So now to my subject’s task:
Now that you have explored some examples of how libraries and the media make use of RSS to deliver updated information and the applications that can tailor and aggregate feeds for specific users, find two (2) additional examples of ‘RSS in action’, and develop a 350 word post to your OLJ on how RSS can enhance a library or information service’s ability to meet the information needs of its users.
I had a hard time finding public or university libraries in British Columbia that have an RSS feed. I found most have a twitter account, facebook page, even a flickr account but none that I could find had RSS. Does this show RSS’s usefulness is dwindling? I would say yes, and take a guess that patrons are using other technologies and sites to connect with the library.
I did end up finding some interesting feeds to add to my newly created feedly account, though I will share two in this posting.
The first is the School Library Journal’s feed. The journal is hugely popular in school libraries in Canada, even though it is an American publication. It has taken its place as the school librarian’s journal of choice when it comes to cutting edge articles and resource recommendations. As the secondary high school I work part-time at, the paper version of the journal is bought by the school district and shared by 5 other librarians to save on purchasing costs. The system is good, but with the RSS feed I have a source of information to check daily for library news, tips, and recommendations.
The second is the Edutopia feed. I often find myself linking to Edutopia when I do searches for educational technology on Google, so I thought it would make sense to have their feed coming to me everyday so that I can peruse the selection of articles they have.
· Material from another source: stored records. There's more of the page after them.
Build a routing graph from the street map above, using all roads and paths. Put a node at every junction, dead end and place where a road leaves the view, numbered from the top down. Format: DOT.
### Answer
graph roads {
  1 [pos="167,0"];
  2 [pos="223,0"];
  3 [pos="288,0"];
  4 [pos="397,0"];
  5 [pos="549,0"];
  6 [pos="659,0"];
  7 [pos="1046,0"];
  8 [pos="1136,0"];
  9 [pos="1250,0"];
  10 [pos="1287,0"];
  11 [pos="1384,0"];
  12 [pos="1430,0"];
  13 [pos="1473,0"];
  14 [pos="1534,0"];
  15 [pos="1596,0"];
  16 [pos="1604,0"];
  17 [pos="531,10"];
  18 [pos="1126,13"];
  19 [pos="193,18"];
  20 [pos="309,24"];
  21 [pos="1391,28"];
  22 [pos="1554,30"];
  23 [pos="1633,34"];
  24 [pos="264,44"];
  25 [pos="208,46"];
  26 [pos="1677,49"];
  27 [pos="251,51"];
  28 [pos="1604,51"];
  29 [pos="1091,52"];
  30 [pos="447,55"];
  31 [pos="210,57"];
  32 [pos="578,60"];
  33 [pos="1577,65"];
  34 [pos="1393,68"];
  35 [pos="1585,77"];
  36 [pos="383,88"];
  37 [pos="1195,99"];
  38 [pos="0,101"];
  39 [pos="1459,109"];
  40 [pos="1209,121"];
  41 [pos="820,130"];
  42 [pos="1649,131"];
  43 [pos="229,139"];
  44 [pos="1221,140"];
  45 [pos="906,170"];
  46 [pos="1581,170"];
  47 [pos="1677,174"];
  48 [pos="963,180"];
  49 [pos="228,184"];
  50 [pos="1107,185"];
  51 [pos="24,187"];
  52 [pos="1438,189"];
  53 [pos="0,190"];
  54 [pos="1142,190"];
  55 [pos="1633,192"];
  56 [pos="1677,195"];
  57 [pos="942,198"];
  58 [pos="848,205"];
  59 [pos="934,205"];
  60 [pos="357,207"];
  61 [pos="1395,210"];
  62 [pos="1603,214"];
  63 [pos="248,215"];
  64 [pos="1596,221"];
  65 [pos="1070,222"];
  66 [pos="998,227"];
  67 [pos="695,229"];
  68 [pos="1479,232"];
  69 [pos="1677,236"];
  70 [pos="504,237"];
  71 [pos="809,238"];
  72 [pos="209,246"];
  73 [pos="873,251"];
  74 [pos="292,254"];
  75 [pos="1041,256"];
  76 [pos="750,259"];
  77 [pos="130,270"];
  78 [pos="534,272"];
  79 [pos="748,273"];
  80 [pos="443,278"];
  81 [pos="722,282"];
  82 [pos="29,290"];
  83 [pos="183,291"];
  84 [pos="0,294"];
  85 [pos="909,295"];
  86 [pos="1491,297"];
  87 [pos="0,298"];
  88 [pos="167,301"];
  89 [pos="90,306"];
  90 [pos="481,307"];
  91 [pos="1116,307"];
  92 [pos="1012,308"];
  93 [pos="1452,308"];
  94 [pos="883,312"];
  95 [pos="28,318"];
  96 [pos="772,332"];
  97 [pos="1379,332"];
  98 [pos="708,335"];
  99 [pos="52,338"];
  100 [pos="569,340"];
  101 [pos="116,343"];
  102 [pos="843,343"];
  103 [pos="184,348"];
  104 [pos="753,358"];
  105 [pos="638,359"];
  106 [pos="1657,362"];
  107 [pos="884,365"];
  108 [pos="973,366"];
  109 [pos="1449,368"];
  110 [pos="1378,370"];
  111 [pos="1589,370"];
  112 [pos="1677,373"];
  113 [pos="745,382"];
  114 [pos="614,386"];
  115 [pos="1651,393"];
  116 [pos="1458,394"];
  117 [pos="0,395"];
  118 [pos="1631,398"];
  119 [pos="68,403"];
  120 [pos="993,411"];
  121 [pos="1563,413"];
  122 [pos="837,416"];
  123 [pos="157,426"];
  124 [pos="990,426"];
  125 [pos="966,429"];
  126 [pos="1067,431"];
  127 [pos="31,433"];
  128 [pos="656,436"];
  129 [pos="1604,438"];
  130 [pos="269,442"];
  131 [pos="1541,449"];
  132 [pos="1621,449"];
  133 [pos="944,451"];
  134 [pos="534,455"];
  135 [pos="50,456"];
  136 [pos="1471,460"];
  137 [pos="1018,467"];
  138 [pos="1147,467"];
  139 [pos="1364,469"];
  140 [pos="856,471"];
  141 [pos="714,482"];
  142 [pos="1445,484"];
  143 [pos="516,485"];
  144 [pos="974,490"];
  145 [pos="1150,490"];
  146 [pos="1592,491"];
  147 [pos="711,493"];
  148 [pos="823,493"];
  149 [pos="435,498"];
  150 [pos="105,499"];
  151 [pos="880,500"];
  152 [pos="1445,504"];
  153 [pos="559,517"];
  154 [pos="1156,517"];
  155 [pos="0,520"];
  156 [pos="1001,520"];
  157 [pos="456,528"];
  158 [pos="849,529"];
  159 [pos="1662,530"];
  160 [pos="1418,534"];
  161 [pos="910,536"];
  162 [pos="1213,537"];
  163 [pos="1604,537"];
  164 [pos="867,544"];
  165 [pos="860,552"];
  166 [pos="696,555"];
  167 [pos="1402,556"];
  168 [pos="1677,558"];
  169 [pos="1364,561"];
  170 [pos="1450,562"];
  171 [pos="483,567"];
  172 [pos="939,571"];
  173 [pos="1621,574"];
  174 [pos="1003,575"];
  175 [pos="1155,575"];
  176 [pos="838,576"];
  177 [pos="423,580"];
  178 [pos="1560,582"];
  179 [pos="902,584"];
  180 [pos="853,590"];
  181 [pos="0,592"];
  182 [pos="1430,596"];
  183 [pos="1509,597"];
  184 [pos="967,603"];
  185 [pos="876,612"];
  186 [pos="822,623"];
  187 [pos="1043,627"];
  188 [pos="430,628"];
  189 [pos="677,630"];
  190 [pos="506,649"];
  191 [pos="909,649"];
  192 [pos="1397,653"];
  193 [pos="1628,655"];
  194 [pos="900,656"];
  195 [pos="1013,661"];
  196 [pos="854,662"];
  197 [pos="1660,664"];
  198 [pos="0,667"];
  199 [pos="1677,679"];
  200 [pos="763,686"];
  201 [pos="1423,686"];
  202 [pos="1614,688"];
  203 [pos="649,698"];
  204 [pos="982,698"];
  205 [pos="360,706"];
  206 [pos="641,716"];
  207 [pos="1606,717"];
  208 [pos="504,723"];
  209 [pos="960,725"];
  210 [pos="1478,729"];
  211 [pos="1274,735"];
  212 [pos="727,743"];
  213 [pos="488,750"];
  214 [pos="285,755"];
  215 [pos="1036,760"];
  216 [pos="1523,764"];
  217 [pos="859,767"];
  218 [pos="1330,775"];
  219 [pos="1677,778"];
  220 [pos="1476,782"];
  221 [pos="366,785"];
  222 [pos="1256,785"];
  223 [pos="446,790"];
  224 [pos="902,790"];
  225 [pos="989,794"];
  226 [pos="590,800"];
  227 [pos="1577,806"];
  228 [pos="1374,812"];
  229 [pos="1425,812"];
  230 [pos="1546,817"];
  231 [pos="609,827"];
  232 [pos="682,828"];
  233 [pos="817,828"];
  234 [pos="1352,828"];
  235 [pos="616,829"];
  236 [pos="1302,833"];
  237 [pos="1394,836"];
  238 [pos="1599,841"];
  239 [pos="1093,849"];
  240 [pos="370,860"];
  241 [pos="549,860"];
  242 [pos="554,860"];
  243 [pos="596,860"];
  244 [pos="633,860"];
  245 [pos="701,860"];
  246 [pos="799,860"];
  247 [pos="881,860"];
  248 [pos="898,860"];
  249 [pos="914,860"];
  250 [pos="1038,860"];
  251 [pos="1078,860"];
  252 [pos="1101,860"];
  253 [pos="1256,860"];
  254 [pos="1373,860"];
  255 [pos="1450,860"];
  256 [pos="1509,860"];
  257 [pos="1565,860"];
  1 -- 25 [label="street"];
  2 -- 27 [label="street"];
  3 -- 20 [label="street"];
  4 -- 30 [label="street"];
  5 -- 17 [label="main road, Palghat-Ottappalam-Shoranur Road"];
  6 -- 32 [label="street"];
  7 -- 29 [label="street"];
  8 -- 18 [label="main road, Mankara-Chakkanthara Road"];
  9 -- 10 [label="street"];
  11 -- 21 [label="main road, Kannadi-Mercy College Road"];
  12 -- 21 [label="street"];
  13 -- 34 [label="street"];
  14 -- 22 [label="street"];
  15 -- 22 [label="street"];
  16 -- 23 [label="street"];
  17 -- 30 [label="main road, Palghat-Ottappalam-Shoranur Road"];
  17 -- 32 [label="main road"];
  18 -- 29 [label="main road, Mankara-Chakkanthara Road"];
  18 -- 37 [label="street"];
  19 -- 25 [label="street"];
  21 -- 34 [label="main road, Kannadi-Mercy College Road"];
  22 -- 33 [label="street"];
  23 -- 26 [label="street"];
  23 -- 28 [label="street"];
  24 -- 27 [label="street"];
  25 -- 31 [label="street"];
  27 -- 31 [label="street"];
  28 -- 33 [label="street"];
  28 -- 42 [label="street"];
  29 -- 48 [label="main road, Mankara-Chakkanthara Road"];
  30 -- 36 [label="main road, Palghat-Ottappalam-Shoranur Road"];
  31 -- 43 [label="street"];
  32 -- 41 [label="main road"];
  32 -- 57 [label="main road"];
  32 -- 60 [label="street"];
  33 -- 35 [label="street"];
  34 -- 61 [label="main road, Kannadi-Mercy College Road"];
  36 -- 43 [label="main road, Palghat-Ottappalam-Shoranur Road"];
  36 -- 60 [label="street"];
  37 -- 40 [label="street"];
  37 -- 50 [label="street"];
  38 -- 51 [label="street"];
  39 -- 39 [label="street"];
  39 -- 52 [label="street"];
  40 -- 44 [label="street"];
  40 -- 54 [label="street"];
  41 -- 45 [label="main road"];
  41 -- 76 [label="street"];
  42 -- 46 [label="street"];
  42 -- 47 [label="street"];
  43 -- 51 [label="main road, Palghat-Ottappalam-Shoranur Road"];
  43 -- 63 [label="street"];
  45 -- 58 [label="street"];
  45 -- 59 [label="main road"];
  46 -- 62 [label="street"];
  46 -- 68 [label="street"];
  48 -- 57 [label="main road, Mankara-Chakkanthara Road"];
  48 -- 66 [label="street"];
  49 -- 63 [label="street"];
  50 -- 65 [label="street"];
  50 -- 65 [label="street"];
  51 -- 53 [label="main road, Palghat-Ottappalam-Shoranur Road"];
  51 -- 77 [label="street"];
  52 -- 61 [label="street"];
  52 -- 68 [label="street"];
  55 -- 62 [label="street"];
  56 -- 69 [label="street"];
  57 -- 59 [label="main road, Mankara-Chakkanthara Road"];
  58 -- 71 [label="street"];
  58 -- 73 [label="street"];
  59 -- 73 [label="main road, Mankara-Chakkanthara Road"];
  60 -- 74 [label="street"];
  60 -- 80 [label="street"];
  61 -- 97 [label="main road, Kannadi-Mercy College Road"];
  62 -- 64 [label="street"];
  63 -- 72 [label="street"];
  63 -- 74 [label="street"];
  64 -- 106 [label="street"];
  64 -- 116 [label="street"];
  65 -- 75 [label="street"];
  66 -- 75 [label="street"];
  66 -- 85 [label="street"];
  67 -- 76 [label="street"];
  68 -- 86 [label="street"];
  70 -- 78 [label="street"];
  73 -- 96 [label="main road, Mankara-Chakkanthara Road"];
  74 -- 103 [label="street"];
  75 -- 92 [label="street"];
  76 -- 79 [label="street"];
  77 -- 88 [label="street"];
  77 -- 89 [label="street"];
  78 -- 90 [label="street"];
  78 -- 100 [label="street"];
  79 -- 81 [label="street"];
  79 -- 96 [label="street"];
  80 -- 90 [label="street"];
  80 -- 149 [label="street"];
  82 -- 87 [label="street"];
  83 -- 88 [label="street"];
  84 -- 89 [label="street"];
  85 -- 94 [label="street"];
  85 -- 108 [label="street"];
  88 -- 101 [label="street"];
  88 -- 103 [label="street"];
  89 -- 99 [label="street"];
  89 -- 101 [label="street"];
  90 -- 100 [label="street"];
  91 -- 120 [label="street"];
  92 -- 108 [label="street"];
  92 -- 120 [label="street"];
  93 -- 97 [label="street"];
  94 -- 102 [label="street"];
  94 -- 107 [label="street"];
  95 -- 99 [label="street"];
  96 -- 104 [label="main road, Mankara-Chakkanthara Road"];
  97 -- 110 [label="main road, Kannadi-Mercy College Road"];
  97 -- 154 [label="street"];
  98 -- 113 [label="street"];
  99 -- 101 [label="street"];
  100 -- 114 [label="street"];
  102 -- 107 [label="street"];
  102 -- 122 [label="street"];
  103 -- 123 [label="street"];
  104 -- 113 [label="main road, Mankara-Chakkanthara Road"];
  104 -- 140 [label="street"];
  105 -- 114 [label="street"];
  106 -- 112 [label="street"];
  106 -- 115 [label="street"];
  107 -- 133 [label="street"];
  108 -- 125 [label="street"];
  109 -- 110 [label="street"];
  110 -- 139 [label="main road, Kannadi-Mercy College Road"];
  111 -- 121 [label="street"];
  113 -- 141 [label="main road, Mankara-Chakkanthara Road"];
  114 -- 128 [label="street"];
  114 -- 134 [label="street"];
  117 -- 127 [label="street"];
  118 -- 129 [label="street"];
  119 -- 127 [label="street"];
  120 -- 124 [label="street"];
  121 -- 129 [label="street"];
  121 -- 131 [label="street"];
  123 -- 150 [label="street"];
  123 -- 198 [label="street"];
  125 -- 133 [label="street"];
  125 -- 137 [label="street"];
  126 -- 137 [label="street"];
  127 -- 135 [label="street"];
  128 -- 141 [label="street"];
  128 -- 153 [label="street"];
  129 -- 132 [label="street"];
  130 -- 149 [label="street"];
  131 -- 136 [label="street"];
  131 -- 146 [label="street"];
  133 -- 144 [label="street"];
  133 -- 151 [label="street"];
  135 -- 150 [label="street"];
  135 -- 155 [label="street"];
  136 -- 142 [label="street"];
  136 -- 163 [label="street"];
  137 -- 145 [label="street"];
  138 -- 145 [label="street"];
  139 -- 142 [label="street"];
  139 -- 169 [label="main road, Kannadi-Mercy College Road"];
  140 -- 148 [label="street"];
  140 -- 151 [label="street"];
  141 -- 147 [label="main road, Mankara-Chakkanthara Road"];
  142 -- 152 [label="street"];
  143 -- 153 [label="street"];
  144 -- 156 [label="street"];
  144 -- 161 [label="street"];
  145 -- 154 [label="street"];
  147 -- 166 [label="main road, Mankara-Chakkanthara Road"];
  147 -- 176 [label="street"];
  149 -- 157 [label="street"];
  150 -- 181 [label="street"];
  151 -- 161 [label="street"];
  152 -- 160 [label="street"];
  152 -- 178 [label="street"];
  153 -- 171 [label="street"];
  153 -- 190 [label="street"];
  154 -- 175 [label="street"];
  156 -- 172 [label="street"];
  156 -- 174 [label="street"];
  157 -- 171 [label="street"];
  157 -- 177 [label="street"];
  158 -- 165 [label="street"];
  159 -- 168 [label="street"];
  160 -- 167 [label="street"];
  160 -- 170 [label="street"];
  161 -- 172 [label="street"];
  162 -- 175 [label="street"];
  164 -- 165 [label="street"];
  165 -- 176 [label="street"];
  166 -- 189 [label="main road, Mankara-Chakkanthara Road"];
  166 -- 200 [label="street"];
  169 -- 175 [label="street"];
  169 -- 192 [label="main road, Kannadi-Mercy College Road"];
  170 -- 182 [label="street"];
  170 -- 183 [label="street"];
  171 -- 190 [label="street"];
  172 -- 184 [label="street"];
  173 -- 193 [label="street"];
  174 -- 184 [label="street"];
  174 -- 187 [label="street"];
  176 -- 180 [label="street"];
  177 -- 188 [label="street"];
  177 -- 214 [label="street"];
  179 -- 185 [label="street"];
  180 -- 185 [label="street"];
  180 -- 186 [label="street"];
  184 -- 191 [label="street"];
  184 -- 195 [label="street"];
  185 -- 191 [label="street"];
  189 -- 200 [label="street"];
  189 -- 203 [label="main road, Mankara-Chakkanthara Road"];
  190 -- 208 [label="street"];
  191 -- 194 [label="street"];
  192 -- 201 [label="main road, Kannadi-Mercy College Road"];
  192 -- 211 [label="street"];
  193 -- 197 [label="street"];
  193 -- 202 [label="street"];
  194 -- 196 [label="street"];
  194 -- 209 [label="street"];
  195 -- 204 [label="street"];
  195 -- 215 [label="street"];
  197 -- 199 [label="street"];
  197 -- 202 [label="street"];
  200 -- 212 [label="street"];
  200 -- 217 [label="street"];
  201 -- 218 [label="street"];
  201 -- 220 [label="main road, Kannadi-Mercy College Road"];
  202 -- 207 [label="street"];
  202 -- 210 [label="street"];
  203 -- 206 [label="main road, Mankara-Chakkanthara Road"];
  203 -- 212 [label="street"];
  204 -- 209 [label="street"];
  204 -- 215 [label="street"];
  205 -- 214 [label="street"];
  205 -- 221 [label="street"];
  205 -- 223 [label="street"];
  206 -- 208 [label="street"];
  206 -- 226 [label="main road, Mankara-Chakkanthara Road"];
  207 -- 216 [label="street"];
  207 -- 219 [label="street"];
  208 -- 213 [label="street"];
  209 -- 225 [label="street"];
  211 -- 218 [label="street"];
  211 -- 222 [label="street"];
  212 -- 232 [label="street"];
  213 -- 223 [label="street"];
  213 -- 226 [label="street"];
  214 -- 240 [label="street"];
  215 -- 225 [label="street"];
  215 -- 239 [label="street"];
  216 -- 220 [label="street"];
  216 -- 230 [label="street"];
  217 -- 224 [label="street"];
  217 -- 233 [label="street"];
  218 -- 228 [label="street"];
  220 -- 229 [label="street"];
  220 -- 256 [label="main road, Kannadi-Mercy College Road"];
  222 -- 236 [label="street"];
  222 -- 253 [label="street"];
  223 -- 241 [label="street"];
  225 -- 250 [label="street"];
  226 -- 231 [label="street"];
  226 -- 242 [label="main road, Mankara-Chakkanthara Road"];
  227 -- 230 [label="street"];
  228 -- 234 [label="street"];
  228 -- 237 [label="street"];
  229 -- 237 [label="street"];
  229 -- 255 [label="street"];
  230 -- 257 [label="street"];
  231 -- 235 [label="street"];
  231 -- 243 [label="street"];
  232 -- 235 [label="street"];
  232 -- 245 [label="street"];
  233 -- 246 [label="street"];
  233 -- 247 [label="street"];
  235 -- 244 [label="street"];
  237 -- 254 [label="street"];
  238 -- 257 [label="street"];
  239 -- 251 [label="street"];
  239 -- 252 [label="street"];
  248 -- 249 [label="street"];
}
The downfall of this feed is that each article in the feed only shows the first paragraph of writing followed by a link to visit their website – is this such a bad thing? No because I prefer reading articles on the actual site it comes from, but does this diminish the value of having an RSS feed? I think yes, as I could simple have the site in my favourites bar or online bookmarking site and visit the site myself to see the articles available that day. Yes, all the sites are aggregated in a handy sidebar, but in my mind that is very similar to a bookmarking site with tags.
I think RSS feeds could be a useful tool for librarians and teachers to keep up with the day’s latest news and articles, but I don’t think it needs a place in the library’s social media toolkit, at least not the school library. I believe having a library twitter, facebook, pinterest, and/or tumblr account would have the same effect for reaching customers, if not better, as I feel these are more what the customers are using. In a high school library setting I would dare to wonder if students even know what an RSS feed is, let alone have an RSS readers for receiving library updates.
Perhaps it is just a personal dislike for RSS feeds that lead me to this conclusion… I believe Tumblr is fast becoming one of the new RSS feed equivalent, and as it’s where teens are flocking to according to Robin Brenner in the September edition of School Library Journal (2013), that’s where I’d prefer to place my emphasis, not in RSS feeds.
Brenner, R. (2013). Power Tumbl’ng. School Library Journal, 59(9), 48-50. Available online here.